Single by Tom Grennan

from the album Something In the Water
- Released: 22 August 2016
- Length: 3:27
- Label: Insanity
- Songwriter: Tom Grennan;
- Producer: Charlie Hugall;

Tom Grennan singles chronology
|  | "Something in the Water" (2016) | "All Goes Wrong" (2016) |

= Something in the Water (Tom Grennan song) =

"Something in the Water" is a song by English singer and songwriter Tom Grennan. "Something in the Water" was uploaded onto YouTube in July 2016, before being released onto streaming services on 22 August 2016 as his debut single and lead single from his debut EP, of the same name, released on 28 October 2016. It was also included on his debut studio album, Lighting Matches (2018). The song was certified silver in July 2023.
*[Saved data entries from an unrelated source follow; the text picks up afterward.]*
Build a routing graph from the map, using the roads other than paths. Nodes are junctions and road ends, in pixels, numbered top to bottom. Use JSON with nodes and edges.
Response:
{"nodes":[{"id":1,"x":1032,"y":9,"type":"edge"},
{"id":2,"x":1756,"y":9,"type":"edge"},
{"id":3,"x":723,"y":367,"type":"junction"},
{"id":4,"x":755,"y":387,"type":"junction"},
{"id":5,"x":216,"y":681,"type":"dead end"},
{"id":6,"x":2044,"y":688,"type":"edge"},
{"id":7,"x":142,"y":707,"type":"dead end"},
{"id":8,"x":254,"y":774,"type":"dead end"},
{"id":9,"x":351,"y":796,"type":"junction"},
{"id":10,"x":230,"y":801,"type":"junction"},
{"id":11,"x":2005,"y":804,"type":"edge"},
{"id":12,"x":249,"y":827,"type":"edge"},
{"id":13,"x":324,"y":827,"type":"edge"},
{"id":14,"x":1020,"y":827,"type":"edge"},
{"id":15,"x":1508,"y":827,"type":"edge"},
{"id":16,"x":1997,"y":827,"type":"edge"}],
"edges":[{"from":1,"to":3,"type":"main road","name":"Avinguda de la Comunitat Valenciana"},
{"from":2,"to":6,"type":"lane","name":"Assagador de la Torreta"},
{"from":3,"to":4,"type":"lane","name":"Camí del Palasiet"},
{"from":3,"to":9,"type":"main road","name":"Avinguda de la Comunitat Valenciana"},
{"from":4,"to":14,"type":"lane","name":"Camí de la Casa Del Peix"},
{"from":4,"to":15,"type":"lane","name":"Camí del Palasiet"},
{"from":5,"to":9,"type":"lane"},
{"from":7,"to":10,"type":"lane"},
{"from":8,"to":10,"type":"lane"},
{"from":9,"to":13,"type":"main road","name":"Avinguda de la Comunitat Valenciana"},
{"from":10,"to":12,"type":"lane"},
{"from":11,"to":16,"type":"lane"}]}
In 2023, Grennan was sued by someone who claimed Grennan plagiarised the lyrics.

==Track listing==

"Something In the Water"
| No. | Title | Length |
|---|---|---|
| 1. | "Something In the Water" | 3:27 |

Something In the Water EP
| No. | Title | Length |
|---|---|---|
| 1. | "Something In the Water" | 3:27 |
| 2. | "Old Songs" | 4:04 |
| 3. | "Sweet Hallelujah" | 3:45 |
| 4. | "All Goes Wrong" (with Chase & Status) (acoustic) | 3:40 |

==Certifications==

Certifications for "Something In the Water"
| Region | Certification | Certified units/sales |
| United Kingdom (BPI) | Silver | 200,000^{‡} |
^{‡} Sales+streaming figures based on certification alone.